Joint position lists

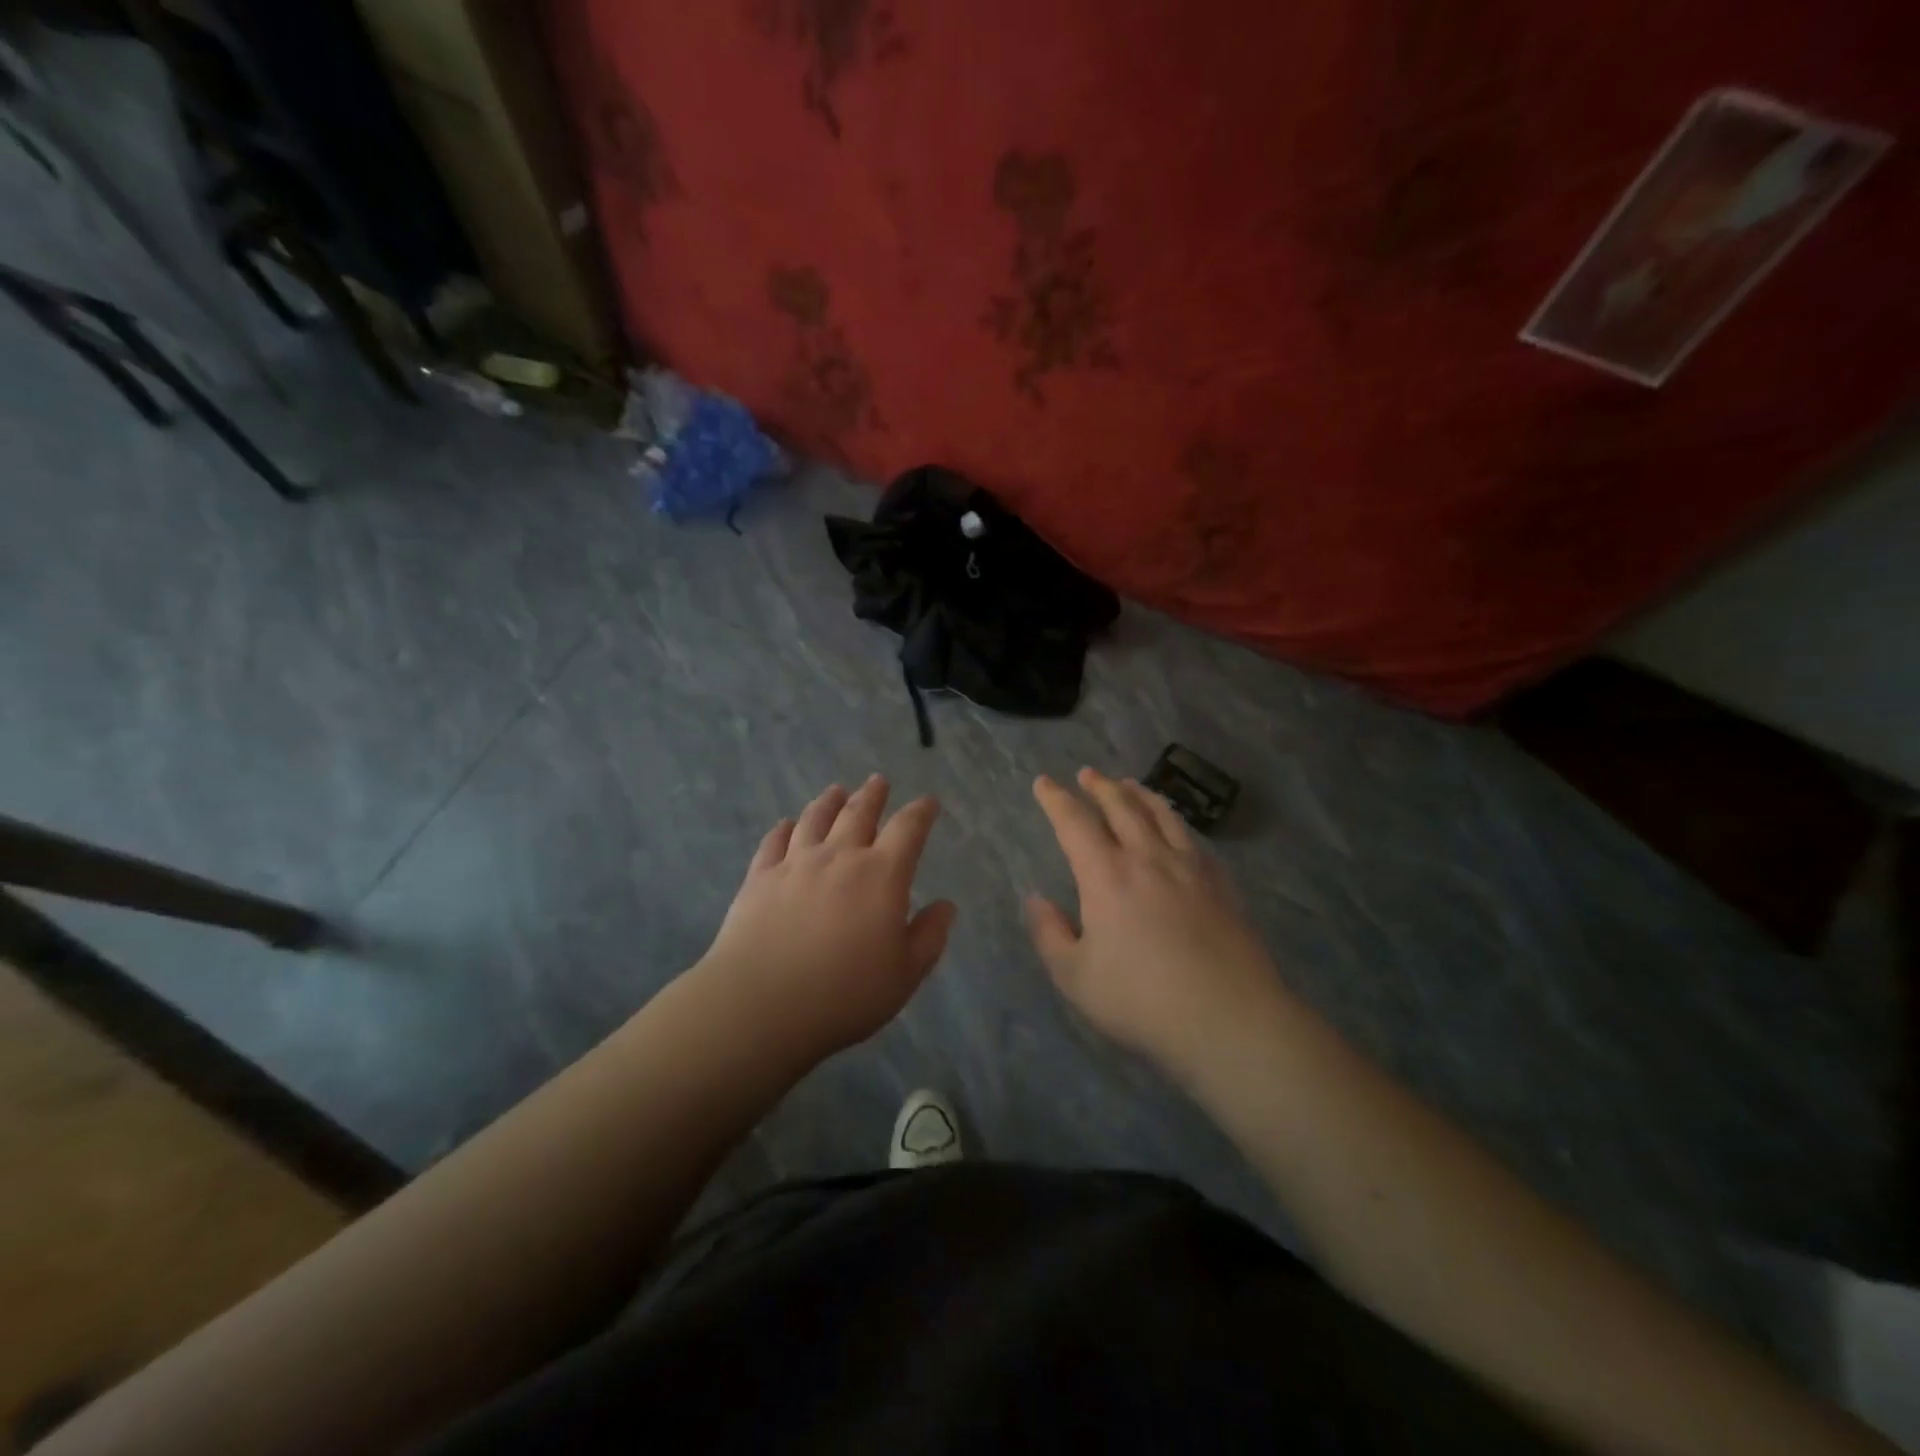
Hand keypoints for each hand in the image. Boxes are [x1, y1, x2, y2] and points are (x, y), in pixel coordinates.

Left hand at [700, 776, 956, 1060]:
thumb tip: (946, 906)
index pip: (908, 829)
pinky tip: (786, 825)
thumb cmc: (845, 994)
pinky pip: (774, 842)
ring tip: (836, 791)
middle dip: (873, 795)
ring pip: (815, 819)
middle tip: (879, 781)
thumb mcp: (905, 974)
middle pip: (858, 812)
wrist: (762, 1004)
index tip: (928, 802)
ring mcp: (795, 863)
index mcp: (881, 874)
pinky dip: (784, 828)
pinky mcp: (759, 878)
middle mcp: (839, 856)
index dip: (921, 812)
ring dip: (829, 802)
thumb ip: (929, 936)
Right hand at [1027, 768, 1283, 1071]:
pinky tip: (1177, 829)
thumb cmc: (1141, 999)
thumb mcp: (1075, 976)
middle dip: (1100, 787)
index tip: (1044, 782)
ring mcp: (1189, 868)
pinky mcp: (1221, 884)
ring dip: (1140, 794)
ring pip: (1162, 815)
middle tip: (1088, 774)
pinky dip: (1176, 822)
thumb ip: (1050, 934)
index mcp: (1107, 875)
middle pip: (1122, 807)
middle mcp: (1148, 858)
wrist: (1228, 1018)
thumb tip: (1036, 899)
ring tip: (1130, 784)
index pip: (1075, 823)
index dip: (1056, 799)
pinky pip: (1193, 839)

● **Problem requirements**
Return all records exactly as they stand above, except for pictures.

● **Solution for this task**
Hand keypoints for each hand in the image. Boxes are [x1, y1, x2, y2] and points are (x, y), in pixel coordinates.

Left hand at [700, 776, 956, 1060]:
thumb tip: (946, 906)
index pip: (908, 829)
pinky tip: (786, 825)
thumb cmc: (845, 994)
pinky pip: (774, 842)
ring tip: (836, 791)
middle dip: (873, 795)
ring pip: (815, 819)
middle tip: (879, 781)
thumb mcp: (905, 974)
middle pip: (858, 812)
wrist: (762, 1004)
index tip: (928, 802)
ring mcp: (795, 863)
index mcp: (881, 874)
pinky dip: (784, 828)
pinky mcp: (759, 878)
middle mcp: (839, 856)
index dip: (921, 812)
ring dip: (829, 802)
thumb ip: (929, 936)
Right hand at [1027, 768, 1283, 1071]:
pinky tip: (1177, 829)
thumb cmc: (1141, 999)
thumb mcp: (1075, 976)
middle dip: (1100, 787)
index tip: (1044, 782)
ring mcp: (1189, 868)
pinky mcp: (1221, 884)
ring dip: (1140, 794)
ring pip: (1162, 815)
middle tip: (1088, 774)
pinky dip: (1176, 822)
thumb ip: (1050, 934)
index mcp: (1107, 875)
middle pip: (1122, 807)
middle mcp: (1148, 858)
wrist: (1228, 1018)
thumb tip: (1036, 899)
ring tip: (1130, 784)
index pip: (1075, 823)
index dip: (1056, 799)
pinky pip: (1193, 839)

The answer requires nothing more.